Dive Brief:
- Burlington Stores is planning to open a 2 million-square-foot distribution center in the Southeast in 2026 as it looks to grow its store footprint, CFO Kristin Wolfe said on Q4 earnings call.
- The “highly automated” distribution center will be about twice the size of Burlington’s next-largest facility and be designed for its off-price business, Wolfe said.
- “Over time, we'll move an increasing percentage of our merchandise through these more efficient DCs that are designed for off-price,” the CFO told analysts.
Dive Insight:
Burlington plans to spend $750 million in capital expenditures this year as the retailer builds out “much larger, more automated, more productive new distribution centers to accommodate our growth” Wolfe said. Within that line item, supply chain costs are earmarked for about 30% of that, with a large portion going toward material-handling equipment for the new distribution center.
Burlington is beefing up its distribution network to support its goal of opening 100 stores a year, though the retailer only made it to 80 stores in 2023, CEO Michael O’Sullivan said on the earnings call. New stores average some $7 million in volume during the first full year, he added.

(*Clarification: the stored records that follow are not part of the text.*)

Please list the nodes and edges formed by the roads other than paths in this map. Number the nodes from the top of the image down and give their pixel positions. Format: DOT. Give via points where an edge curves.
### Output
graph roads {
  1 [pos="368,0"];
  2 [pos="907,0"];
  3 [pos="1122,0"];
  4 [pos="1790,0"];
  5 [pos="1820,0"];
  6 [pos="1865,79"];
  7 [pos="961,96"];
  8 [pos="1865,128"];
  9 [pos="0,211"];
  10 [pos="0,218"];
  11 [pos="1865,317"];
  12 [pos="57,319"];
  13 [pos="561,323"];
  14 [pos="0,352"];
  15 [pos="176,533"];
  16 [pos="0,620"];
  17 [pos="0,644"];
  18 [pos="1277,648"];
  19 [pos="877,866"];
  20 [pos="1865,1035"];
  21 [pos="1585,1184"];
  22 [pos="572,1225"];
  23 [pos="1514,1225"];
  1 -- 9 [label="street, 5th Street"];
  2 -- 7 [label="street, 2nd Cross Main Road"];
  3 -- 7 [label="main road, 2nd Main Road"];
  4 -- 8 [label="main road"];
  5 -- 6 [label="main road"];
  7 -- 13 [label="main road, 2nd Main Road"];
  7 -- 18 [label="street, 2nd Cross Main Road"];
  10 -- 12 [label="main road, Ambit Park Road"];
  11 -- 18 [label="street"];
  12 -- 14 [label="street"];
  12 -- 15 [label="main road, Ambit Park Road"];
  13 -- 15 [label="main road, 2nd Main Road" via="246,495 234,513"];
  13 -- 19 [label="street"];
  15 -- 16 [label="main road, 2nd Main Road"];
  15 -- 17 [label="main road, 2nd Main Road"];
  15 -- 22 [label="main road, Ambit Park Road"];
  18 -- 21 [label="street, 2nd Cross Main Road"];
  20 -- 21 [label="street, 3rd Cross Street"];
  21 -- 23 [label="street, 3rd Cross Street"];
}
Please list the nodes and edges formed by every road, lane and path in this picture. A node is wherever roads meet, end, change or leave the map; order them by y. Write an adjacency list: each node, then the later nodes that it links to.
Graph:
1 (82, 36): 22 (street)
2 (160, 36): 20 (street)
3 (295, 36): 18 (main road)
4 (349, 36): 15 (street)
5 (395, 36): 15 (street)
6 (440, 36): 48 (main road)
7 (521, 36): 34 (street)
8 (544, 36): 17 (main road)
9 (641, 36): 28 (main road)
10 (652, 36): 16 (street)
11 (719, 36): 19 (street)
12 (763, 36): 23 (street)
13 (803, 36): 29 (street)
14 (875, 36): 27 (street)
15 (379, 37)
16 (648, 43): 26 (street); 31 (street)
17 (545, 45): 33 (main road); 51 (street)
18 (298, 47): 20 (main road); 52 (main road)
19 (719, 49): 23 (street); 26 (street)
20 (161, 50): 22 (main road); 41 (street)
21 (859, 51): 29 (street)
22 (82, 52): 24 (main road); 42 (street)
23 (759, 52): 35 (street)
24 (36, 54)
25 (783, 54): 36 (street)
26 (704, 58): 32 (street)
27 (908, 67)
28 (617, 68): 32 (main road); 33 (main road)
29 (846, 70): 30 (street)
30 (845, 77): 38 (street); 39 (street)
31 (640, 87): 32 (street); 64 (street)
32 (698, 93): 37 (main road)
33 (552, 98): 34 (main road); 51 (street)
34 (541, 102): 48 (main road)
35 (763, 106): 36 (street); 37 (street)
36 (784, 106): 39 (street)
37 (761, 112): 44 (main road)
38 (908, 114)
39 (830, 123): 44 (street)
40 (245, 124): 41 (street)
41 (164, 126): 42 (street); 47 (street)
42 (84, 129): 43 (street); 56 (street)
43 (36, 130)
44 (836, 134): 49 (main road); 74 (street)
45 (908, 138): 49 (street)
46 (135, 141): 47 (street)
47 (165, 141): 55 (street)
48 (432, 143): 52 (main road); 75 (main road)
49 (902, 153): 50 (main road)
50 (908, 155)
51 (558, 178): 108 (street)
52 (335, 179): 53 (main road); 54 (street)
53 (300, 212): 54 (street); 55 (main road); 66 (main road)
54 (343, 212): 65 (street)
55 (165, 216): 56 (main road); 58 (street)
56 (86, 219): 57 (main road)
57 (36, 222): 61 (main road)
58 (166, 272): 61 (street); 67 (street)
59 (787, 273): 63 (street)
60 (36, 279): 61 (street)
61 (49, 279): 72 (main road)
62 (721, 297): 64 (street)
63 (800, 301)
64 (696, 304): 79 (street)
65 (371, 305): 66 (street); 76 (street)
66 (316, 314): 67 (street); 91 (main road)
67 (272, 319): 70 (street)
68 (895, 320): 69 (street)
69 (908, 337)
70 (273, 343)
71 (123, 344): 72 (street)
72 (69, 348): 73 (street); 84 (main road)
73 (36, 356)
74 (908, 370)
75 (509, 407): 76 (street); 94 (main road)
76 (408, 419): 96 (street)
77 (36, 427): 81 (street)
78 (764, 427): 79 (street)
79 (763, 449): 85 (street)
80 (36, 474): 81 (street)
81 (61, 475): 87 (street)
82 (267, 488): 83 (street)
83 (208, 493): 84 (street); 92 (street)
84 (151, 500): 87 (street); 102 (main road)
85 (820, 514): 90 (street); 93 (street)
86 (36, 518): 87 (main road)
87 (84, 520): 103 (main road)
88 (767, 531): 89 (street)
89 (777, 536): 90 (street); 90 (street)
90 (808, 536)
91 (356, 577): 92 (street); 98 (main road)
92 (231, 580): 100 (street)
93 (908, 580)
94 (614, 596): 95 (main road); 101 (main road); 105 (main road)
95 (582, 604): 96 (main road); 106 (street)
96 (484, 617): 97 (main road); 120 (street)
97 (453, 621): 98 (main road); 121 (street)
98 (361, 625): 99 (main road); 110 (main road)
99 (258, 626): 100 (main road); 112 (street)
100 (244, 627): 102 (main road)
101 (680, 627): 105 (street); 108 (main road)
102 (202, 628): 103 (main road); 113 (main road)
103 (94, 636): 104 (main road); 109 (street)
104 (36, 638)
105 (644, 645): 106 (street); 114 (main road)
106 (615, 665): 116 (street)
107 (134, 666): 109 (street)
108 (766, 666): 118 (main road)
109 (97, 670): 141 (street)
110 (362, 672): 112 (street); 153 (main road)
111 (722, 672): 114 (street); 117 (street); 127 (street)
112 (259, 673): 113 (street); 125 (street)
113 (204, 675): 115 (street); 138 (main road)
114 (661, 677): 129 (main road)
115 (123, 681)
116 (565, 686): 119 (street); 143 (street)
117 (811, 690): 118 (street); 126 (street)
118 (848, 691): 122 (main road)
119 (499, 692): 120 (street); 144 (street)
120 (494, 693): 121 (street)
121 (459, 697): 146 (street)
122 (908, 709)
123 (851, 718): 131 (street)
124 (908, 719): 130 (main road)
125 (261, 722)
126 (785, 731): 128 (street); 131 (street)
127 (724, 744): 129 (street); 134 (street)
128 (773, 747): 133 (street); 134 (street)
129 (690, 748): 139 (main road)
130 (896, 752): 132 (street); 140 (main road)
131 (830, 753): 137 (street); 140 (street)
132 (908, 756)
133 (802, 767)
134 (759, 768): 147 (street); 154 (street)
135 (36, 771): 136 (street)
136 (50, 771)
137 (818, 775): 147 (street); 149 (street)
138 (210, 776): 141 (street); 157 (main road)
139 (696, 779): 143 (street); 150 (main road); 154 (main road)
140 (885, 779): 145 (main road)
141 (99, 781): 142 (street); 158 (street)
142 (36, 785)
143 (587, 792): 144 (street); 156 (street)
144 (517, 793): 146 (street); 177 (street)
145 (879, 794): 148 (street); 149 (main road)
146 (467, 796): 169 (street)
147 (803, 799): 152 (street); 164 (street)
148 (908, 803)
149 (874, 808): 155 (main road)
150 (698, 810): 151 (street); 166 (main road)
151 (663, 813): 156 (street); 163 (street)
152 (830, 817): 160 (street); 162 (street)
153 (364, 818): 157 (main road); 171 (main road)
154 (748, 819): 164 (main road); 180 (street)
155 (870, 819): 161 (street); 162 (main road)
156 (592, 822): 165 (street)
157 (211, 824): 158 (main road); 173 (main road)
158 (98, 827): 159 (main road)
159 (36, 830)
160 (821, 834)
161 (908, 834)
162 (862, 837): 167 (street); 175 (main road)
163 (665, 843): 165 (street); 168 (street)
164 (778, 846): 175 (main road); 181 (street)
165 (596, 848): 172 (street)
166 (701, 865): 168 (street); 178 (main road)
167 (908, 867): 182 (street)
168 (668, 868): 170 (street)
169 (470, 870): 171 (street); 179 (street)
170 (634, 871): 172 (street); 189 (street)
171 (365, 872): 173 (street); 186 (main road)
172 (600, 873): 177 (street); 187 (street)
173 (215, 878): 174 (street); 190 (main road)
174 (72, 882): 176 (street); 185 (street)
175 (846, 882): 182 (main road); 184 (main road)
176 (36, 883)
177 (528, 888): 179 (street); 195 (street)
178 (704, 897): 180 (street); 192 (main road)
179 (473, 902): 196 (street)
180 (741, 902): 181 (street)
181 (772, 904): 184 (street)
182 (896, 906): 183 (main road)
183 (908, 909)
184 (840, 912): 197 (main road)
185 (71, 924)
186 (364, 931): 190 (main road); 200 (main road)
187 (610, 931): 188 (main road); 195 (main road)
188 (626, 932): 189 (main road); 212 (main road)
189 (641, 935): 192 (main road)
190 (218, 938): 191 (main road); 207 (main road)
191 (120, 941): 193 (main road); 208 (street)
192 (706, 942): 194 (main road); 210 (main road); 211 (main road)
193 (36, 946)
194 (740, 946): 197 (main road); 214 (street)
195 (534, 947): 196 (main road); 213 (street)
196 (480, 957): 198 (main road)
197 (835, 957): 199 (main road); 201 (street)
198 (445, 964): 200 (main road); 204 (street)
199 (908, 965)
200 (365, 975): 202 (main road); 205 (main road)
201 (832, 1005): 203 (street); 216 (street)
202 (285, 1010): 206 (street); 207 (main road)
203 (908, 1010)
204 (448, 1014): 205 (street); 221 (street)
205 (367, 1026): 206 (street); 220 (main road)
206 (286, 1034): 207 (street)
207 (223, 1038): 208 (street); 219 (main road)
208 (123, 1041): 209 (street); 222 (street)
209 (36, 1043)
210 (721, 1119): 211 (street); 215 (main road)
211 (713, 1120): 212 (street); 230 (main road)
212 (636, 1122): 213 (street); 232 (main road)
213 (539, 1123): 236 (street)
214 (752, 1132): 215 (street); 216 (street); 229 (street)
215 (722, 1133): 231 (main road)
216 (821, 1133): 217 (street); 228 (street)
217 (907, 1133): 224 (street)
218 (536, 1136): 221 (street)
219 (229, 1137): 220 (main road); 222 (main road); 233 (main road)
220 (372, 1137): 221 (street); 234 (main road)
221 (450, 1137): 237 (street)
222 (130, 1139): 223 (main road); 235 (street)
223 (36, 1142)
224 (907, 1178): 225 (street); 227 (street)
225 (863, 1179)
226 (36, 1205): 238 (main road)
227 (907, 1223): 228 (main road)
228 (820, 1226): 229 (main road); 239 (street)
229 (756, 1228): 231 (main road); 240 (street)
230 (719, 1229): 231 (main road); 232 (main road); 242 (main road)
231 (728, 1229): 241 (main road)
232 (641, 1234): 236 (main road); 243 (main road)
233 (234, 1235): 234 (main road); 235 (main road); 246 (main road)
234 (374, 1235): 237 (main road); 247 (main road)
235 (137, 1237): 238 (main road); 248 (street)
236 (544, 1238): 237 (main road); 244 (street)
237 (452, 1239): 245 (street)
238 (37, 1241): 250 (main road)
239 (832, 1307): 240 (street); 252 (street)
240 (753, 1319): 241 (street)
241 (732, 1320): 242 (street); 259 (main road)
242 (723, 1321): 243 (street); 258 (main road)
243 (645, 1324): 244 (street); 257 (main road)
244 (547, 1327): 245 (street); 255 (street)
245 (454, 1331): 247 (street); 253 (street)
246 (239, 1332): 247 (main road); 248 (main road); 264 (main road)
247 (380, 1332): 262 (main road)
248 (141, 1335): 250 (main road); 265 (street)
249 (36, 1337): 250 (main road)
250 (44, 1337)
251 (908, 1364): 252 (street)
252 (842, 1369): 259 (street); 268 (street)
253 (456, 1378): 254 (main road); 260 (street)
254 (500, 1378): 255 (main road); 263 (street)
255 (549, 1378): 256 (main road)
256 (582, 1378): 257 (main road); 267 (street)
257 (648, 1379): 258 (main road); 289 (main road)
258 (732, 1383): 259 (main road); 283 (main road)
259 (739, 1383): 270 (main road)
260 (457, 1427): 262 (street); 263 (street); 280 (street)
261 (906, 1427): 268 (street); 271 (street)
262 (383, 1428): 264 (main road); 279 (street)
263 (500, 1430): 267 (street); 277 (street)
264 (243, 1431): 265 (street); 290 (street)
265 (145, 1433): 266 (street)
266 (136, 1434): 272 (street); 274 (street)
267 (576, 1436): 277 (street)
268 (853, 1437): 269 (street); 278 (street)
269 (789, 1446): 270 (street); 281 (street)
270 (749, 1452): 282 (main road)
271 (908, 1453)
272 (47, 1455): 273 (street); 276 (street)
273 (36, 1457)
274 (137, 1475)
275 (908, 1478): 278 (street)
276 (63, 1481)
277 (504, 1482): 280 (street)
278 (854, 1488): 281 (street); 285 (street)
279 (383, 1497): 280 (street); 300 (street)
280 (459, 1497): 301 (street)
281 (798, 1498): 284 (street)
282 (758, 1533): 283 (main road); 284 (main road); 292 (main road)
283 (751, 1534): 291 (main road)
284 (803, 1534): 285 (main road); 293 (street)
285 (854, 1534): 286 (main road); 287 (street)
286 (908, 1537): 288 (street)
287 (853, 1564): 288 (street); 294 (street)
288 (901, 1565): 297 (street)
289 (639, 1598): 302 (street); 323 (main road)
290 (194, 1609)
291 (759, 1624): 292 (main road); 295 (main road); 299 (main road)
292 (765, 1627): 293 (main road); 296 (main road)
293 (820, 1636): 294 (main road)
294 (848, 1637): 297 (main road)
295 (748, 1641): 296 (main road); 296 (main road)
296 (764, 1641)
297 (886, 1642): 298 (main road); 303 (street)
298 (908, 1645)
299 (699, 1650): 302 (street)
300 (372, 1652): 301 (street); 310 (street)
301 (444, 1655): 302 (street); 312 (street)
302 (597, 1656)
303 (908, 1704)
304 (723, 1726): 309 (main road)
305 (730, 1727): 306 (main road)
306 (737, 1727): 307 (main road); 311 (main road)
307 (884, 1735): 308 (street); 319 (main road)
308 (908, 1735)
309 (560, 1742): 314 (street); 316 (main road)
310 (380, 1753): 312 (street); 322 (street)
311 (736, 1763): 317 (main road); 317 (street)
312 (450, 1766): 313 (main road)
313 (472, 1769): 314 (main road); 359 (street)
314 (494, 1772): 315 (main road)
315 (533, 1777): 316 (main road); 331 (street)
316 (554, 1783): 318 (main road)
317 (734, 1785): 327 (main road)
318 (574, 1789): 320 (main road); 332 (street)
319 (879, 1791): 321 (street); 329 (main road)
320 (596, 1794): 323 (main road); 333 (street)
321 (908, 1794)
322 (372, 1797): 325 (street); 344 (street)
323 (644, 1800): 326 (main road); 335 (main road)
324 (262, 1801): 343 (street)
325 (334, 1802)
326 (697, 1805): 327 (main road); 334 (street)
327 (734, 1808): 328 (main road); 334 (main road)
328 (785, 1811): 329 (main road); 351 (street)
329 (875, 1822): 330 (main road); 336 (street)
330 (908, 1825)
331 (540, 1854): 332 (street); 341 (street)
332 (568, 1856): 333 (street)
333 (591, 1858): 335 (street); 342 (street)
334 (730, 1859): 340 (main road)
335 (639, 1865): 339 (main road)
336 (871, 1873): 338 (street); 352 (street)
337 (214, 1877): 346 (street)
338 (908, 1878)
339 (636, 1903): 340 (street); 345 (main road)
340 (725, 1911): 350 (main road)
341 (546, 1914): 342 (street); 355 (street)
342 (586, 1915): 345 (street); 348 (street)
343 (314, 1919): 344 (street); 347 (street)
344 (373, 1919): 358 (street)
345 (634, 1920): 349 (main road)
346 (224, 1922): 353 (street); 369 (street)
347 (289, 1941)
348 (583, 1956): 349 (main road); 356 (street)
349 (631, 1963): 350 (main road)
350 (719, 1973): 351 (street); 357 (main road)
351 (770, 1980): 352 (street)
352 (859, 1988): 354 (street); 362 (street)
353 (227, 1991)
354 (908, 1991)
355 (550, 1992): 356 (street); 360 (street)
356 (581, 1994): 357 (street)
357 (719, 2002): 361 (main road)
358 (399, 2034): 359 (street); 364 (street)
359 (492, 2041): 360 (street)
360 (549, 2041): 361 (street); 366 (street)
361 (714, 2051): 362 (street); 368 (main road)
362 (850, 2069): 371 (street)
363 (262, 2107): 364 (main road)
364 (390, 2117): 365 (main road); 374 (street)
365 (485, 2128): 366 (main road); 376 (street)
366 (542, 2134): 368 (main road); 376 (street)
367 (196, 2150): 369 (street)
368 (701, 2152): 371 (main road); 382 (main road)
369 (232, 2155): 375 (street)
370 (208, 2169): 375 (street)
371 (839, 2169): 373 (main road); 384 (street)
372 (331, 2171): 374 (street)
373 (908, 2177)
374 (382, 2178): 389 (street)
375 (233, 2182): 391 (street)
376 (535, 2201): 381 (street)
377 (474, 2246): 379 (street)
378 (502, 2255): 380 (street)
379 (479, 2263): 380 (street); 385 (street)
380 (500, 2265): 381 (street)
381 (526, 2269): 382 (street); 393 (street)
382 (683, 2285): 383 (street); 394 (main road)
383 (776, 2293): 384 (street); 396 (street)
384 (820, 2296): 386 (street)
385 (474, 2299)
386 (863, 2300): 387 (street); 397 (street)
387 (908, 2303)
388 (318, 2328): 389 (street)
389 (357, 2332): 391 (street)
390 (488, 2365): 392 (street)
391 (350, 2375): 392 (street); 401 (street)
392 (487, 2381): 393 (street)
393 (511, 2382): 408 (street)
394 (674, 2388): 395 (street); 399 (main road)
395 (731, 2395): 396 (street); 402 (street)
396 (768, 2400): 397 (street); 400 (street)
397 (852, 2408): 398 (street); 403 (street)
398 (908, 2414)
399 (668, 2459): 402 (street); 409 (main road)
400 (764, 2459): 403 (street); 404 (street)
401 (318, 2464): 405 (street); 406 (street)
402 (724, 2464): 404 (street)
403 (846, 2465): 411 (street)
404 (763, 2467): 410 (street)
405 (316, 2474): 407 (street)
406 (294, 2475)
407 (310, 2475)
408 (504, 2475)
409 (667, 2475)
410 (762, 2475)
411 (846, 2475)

At the same time, the discount retailer is working to make its existing distribution centers more productive. In the last quarter of 2023, product-sourcing costs were 20 basis points lower than in the same period of 2022, Wolfe said. That was driven by initiatives to reduce labor hours and processing reserves to more efficiently manage the flow of goods.
“That was ahead of our expectations, and that was due to higher productivity and benefits we're starting to realize from our efficiency initiatives and supply chain,” she said.
Over the past year, Burlington has worked to iron out other areas of its supply chain. Highlights from Q2 included driving down freight costs — which ended up improving over the year. During Q3 2023, the retailer lowered its inventory by 8%, compared to the same period last year, as it worked through reserve stocks.
O’Sullivan said higher merchant margin, lower freight expenses and reduced costs in other parts of the supply chain are expected to drive margin expansion by 10-50 basis points this year.